Reciprocal or converse definitions
I am writing an article where I need to describe an equation like the one below, in reference to two mathematical objects, A and B, that I have already defined in the text.
f = #merge errors + #split errors
To do so, I need to define what merge and split errors are with respect to A and B.
One possibility is:
"A merge error refers to a pair of elements that were grouped in A, but not in B, and a split error refers to a pair of elements that were grouped in B, but not in A"
The above description is technically correct, but I would like to find a description that is less redundant (i.e. more compact). I thought of the following possibilities, but none of them sound correct to me:
"A merge error refers to a pair of elements that were grouped in A, but not in B, and a split error refers to the converse"
"A merge error refers to a pair of elements that were grouped in A, but not in B, and a split error is defined reciprocally"

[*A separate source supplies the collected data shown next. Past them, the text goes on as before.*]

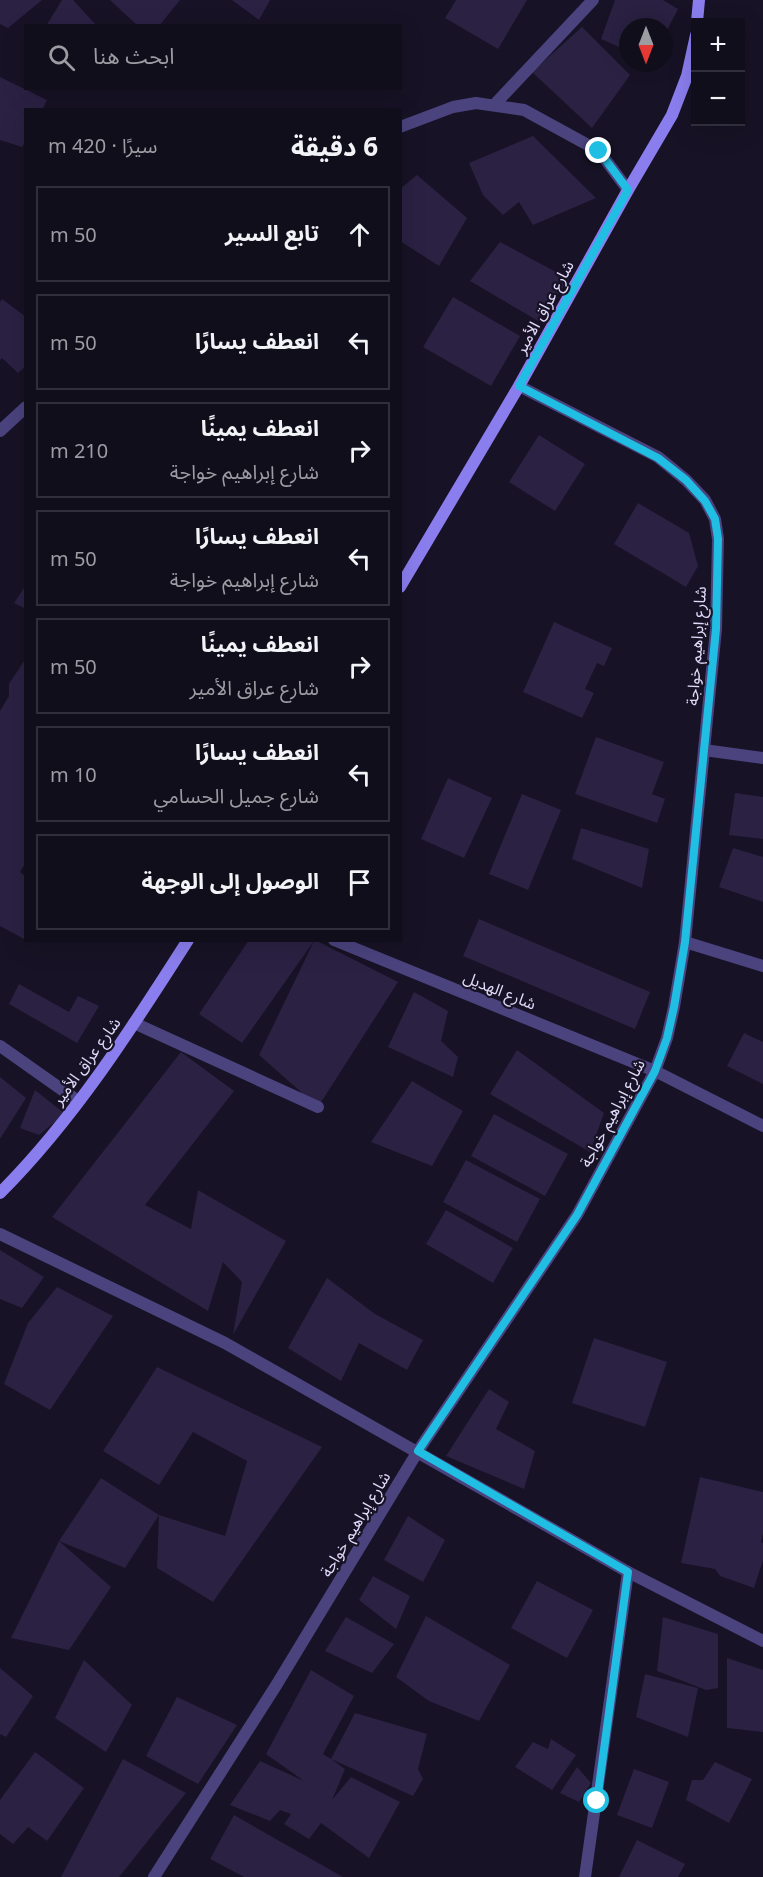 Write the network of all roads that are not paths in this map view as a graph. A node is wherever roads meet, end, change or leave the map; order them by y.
1 (593, 0) edge
2 (699, 0) edge
3 (697, 18) edge
4 (691, 58) edge
5 (495, 105) junction
6 (402, 126) edge
7 (628, 190) junction
8 (519, 386) junction
9 (24, 409) edge
10 (0, 431) edge
11 (402, 584) edge
12 (704, 750) junction
13 (763, 758) edge
14 (187, 942) edge
15 (339, 942) edge
16 (685, 942) junction
17 (763, 966) edge
18 (134, 1023) junction
19 (0, 1046) edge
20 (655, 1071) junction
21 (78, 1101) junction
22 (318, 1107) dead end
23 (763, 1126) edge
24 (0, 1193) edge
25 (0, 1234) edge
26 (418, 1451) junction
27 (628, 1572) junction
28 (763, 1641) edge
29 (154, 1877) edge
30 (585, 1877) edge

1 - 5 street
2 - 3 main road
4 - 7 main road, شارع عراق الأمير
5 - 6 street
5 - 7 street
7 - 8 main road, شارع عراق الأمير
8 - 11 main road, شارع عراق الأمير
8 - 12 street, شارع إبراهيم خواجة
9 - 10 street
12 - 13 street
12 - 16 street, شارع إبراهيم خواجة
14 - 18 main road, شارع عراق الأمير
15 - 20 street, شارع الهديل
16 - 17 street
16 - 20 street, شارع إبراهيم خواجة
18 - 21 main road, شارع عراق الأمير
18 - 22 street
19 - 21 street
20 - 23 street, شارع الهديل
20 - 26 street, شارع إبراهيم خواجة
21 - 24 main road, شارع عراق الأمير
25 - 26 street
26 - 27 street
26 - 29 street, شارع إبراهيم خواجة
27 - 28 street
27 - 30 street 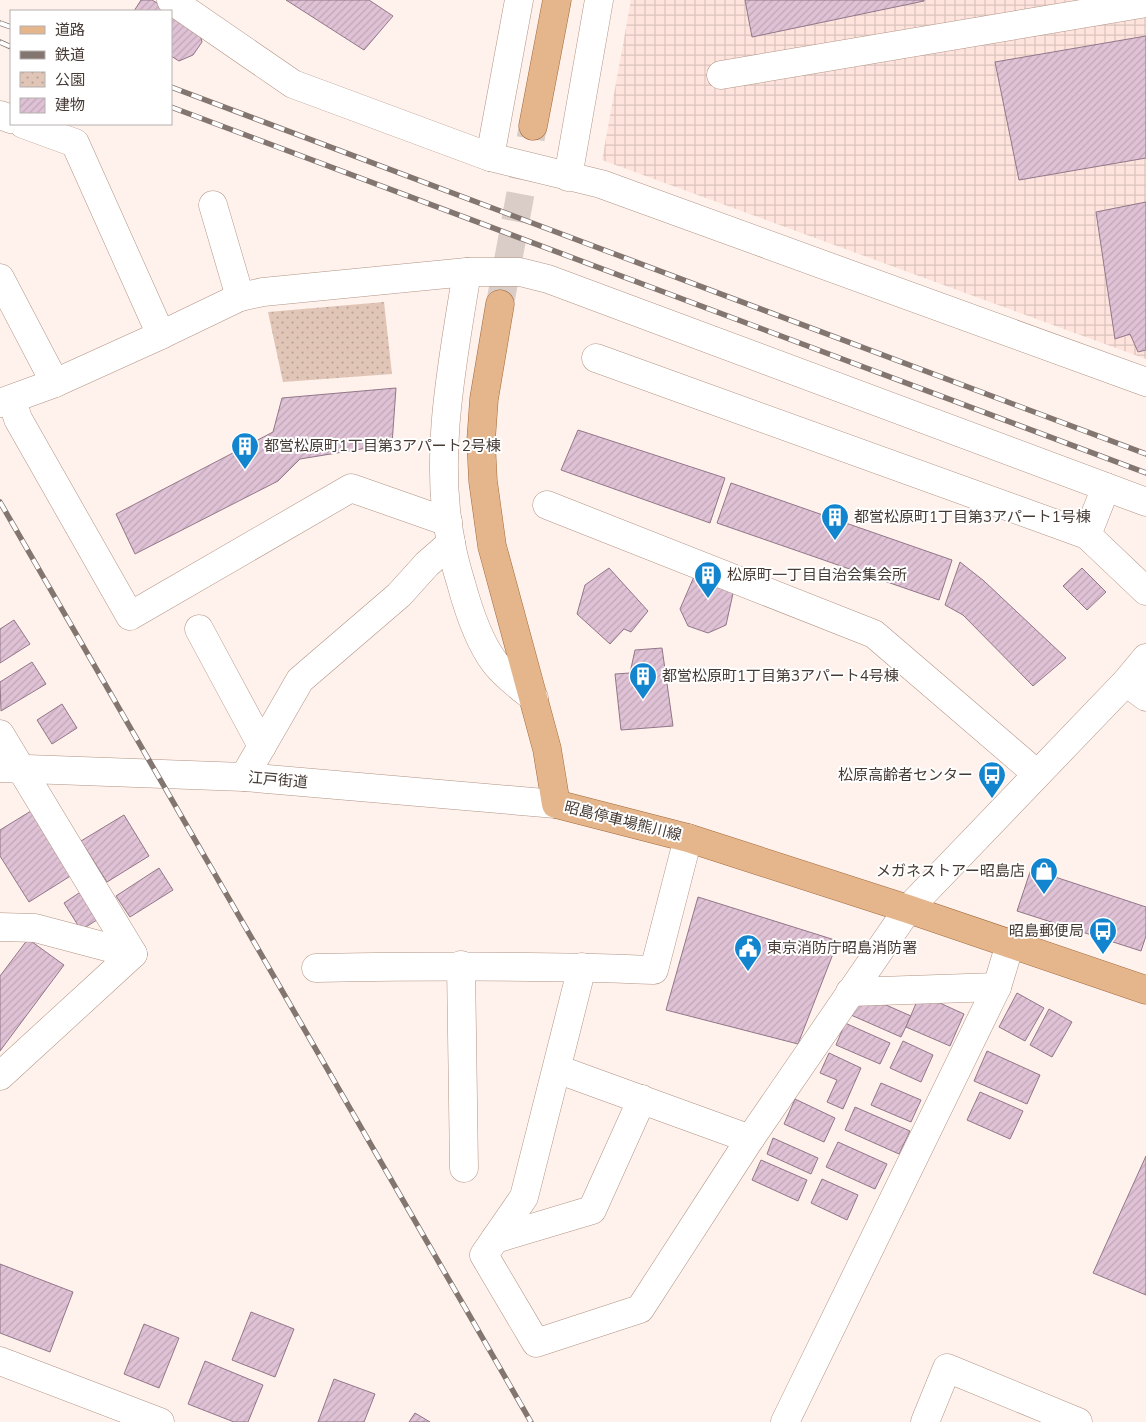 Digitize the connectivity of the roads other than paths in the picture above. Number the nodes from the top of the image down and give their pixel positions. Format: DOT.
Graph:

"A merge error refers to a pair of elements that were grouped in A, but not in B, and a split error is defined conversely"
How can I define two objects where one is implicitly defined as the converse of the other?
The third sentence sounds most appropriate.
There is no difficulty though the terms are interdependent (defined reciprocally) -- it is still readable and clear enough.
Those familiar with the context can grasp your concept easily enough from the third sentence.
The original sentence is better.
While it is less compact, it is clearer than any of the three alternatives. Redundancy is not a bad thing in this example: it ensures that the reader cannot possibly make a mistake in reading the definition, and the gain from eliminating redundancy is minimal here.
The two definitions also use exactly the same words "a pair of elements that were grouped in", which introduces symmetry between the two definitions and makes the sentence easier to read.